▶ PROBLEM DETAILS: Copy out every entry that follows, without a single picture.

[Stored data]
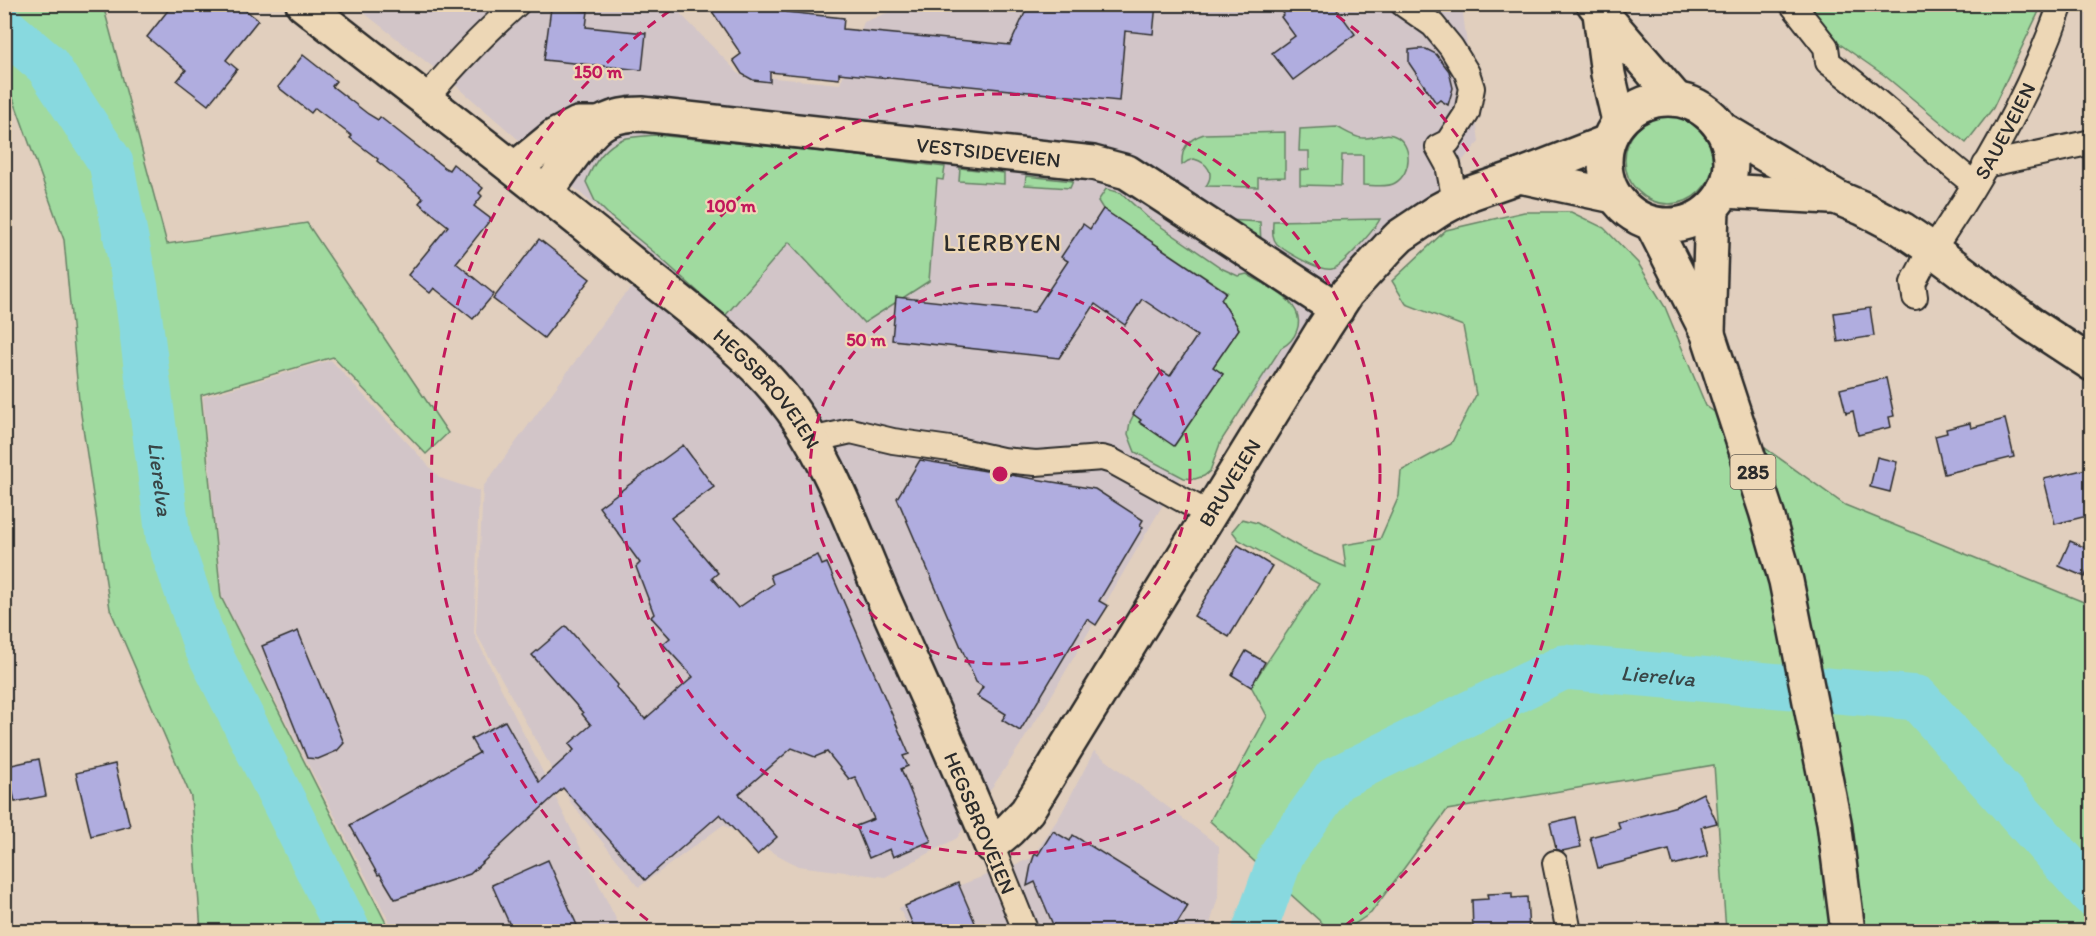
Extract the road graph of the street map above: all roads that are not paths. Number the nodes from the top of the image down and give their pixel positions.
1 (303, 4) edge
2 (517, 4) edge
3 (1403, 4) edge
4 (1792, 4) edge
5 (2061, 4) edge
6 (1597, 9) edge
7 (1676, 99) junction
8 (425, 100) junction
9 (600, 124) junction
10 (1722, 129) junction
11 (1613, 131) junction
12 (2091, 142) edge
13 (516, 168) junction
14 (1979, 175) junction
15 (1520, 176) junction
16 (546, 193) junction
17 (1614, 196) junction
18 (1838, 198) junction
19 (1718, 200) junction
20 (1455, 201) junction
21 (1652, 224) junction
22 (1933, 250) junction
23 (1915, 297) dead end
24 (1337, 309) junction
25 (1708, 334) junction
26 (2091, 364) edge
27 (811, 440) junction
28 (1209, 514) junction
29 (991, 845) junction
30 (1555, 863) dead end
31 (1026, 932) edge
32 (1569, 932) edge
33 (1848, 932) edge

1 - 8 street, HEGSBROVEIEN
2 - 8 street
3 - 20 street
4 - 14 street
5 - 14 street, SAUEVEIEN
6 - 7 street, 285
6 - 11 street, 285
7 - 10 street, 285
7 - 11 street, 285
8 - 13 street, HEGSBROVEIEN
9 - 13 street, VESTSIDEVEIEN
9 - 16 street, VESTSIDEVEIEN
9 - 24 street, VESTSIDEVEIEN
10 - 18 street
10 - 19 street, 285
11 - 15 street, BRUVEIEN
11 - 17 street, 285
12 - 14 street
13 - 16 street, HEGSBROVEIEN
14 - 22 street, SAUEVEIEN
15 - 17 street
15 - 20 street, BRUVEIEN
16 - 27 street, HEGSBROVEIEN
17 - 21 street, 285
18 - 19 street
18 - 22 street
19 - 21 street
19 - 25 street, 285
20 - 24 street, BRUVEIEN
21 - 25 street, 285
22 - 23 street
22 - 26 street
24 - 28 street, BRUVEIEN
25 - 33 street, 285
27 - 28 street
27 - 29 street, HEGSBROVEIEN
28 - 29 street, BRUVEIEN
29 - 31 street, HEGSBROVEIEN
30 - 32 street

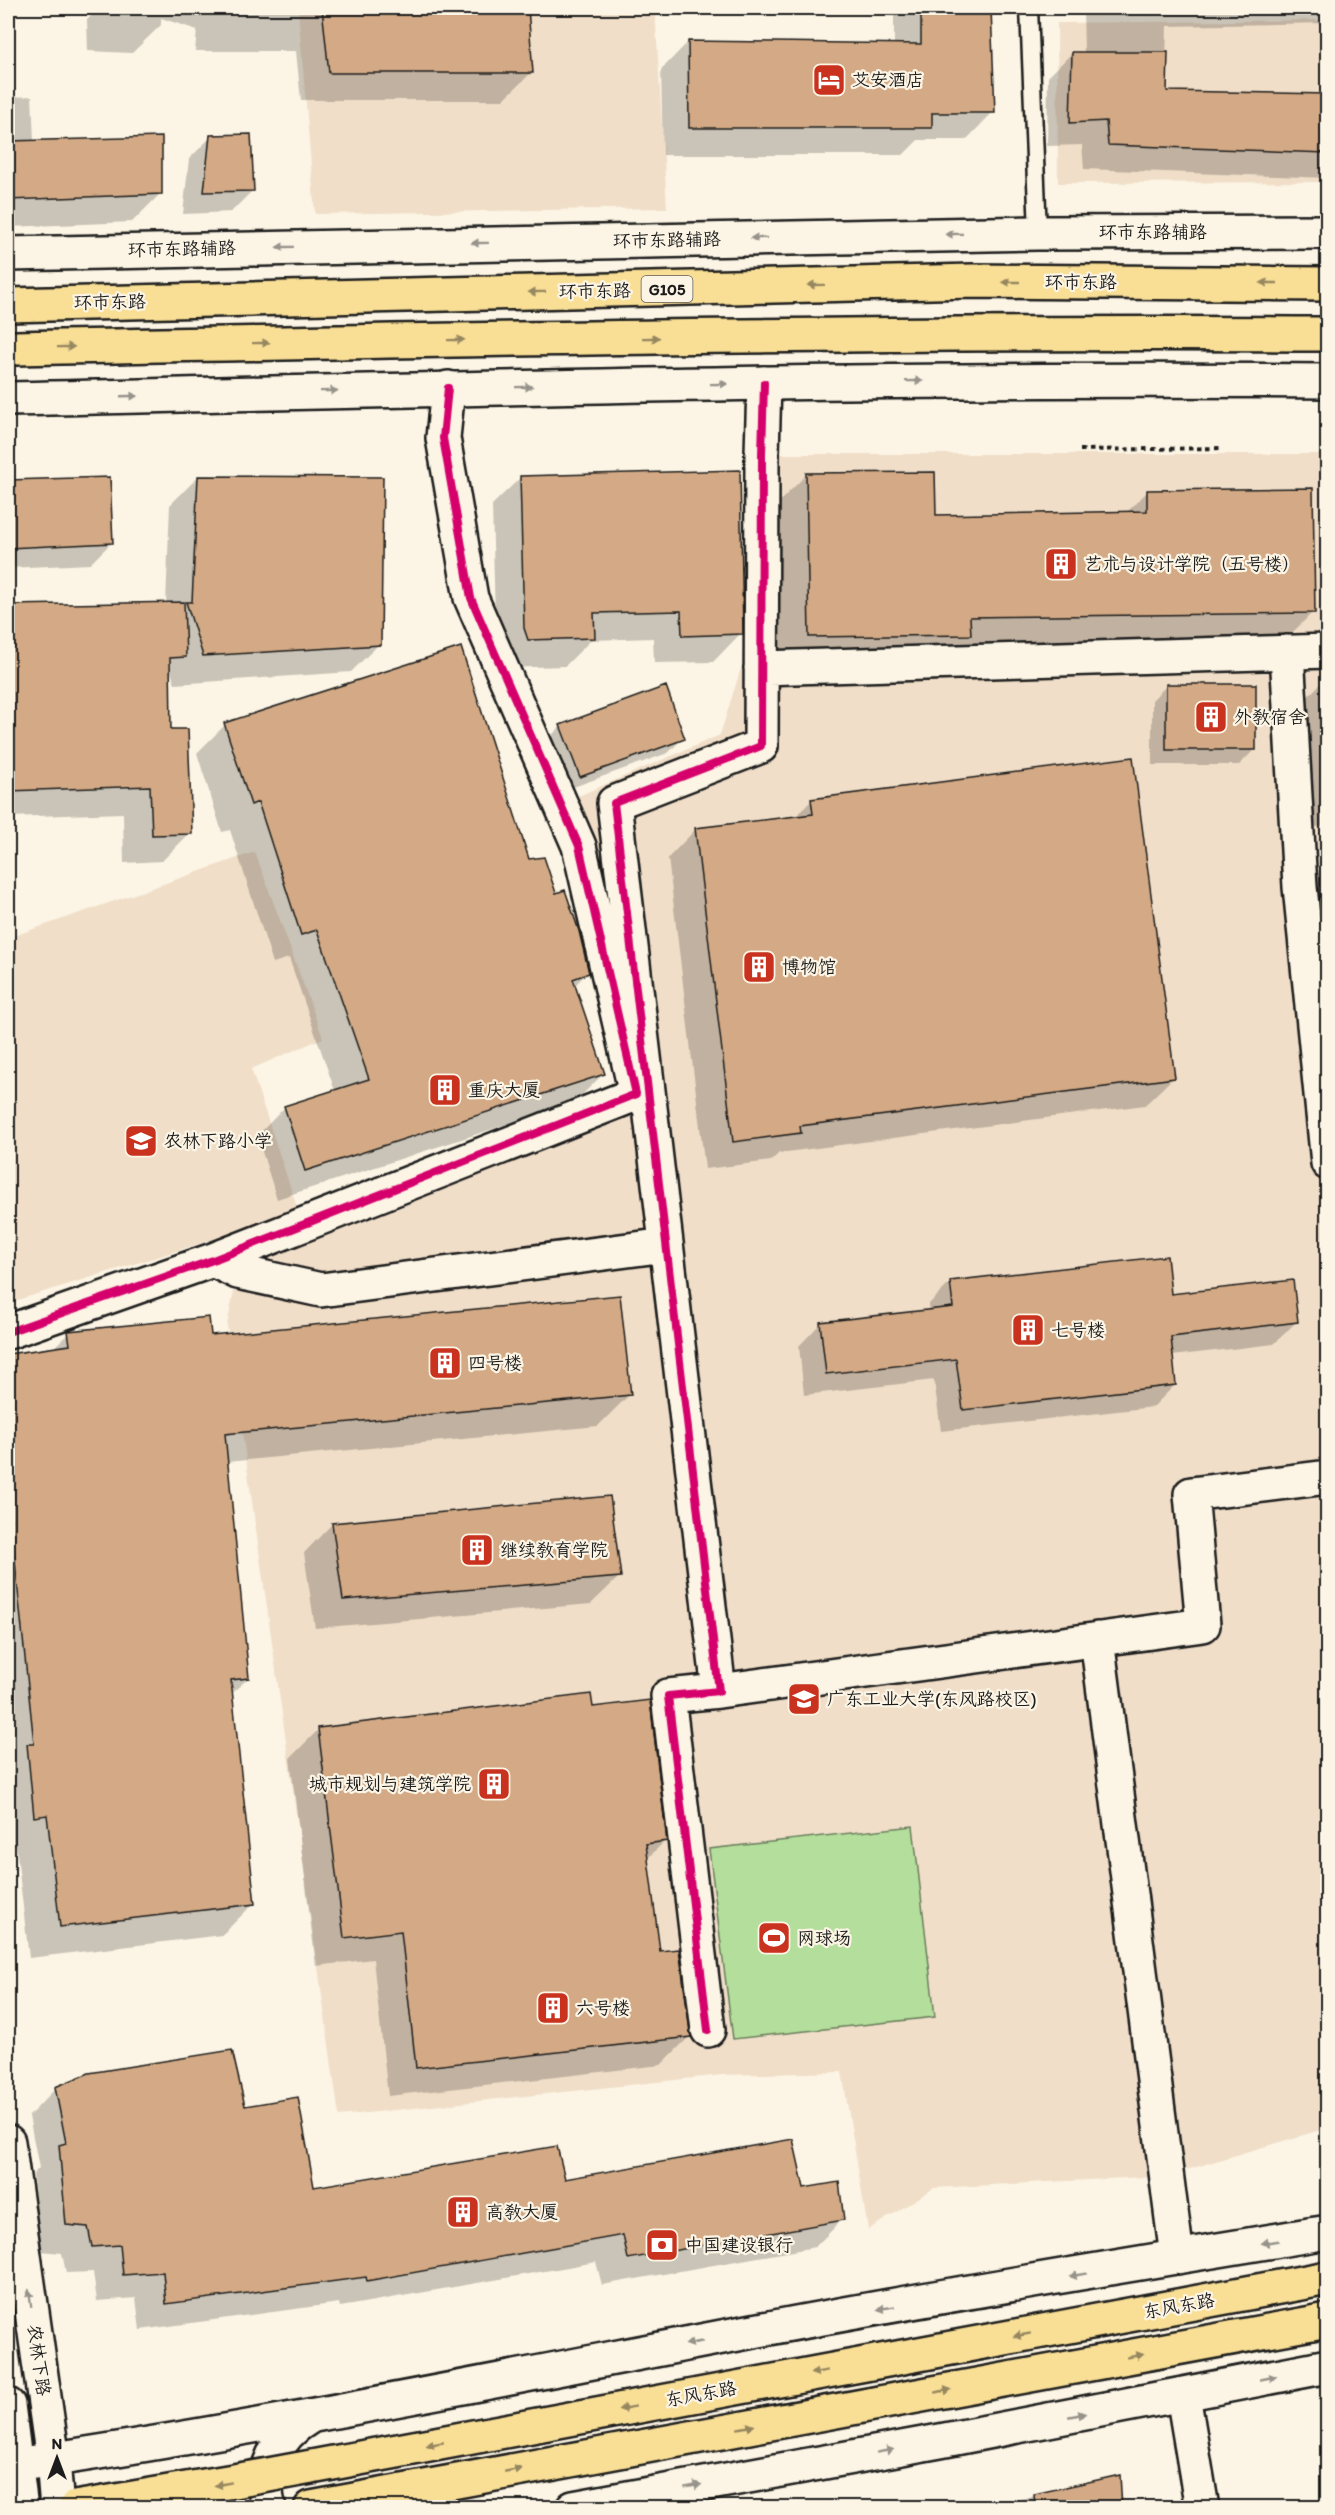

▶ TASK SOLUTION:
Extract the road graph of the street map above: all roads that are not paths. Number the nodes from the top of the image down and give their pixel positions.
1 (303, 4) edge
2 (517, 4) edge
3 (1403, 4) edge
4 (1792, 4) edge
5 (2061, 4) edge
6 (1597, 9) edge
7 (1676, 99) junction
8 (425, 100) junction
9 (600, 124) junction
10 (1722, 129) junction
11 (1613, 131) junction
12 (2091, 142) edge
13 (516, 168) junction
14 (1979, 175) junction
15 (1520, 176) junction
16 (546, 193) junction
17 (1614, 196) junction
18 (1838, 198) junction
19 (1718, 200) junction
20 (1455, 201) junction
21 (1652, 224) junction
22 (1933, 250) junction
23 (1915, 297) dead end
24 (1337, 309) junction
25 (1708, 334) junction
26 (2091, 364) edge
27 (811, 440) junction
28 (1209, 514) junction
29 (991, 845) junction
30 (1555, 863) dead end
31 (1026, 932) edge
32 (1569, 932) edge
33 (1848, 932) edge

1 - 8 street, HEGSBROVEIEN
2 - 8 street
3 - 20 street
4 - 14 street
5 - 14 street, SAUEVEIEN
6 - 7 street, 285
6 - 11 street, 285
7 - 10 street, 285
7 - 11 street, 285
8 - 13 street, HEGSBROVEIEN
9 - 13 street, VESTSIDEVEIEN
9 - 16 street, VESTSIDEVEIEN
9 - 24 street, VESTSIDEVEIEN
10 - 18 street
10 - 19 street, 285
11 - 15 street, BRUVEIEN
11 - 17 street, 285
12 - 14 street
13 - 16 street, HEGSBROVEIEN
14 - 22 street, SAUEVEIEN
15 - 17 street
15 - 20 street, BRUVEIEN
16 - 27 street, HEGSBROVEIEN
17 - 21 street, 285
18 - 19 street
18 - 22 street
19 - 21 street
19 - 25 street, 285
20 - 24 street, BRUVEIEN
21 - 25 street, 285
22 - 23 street
22 - 26 street
24 - 28 street, BRUVEIEN
25 - 33 street, 285
27 - 28 street
27 - 29 street, HEGSBROVEIEN
28 - 29 street, BRUVEIEN
29 - 31 street, HEGSBROVEIEN
30 - 32 street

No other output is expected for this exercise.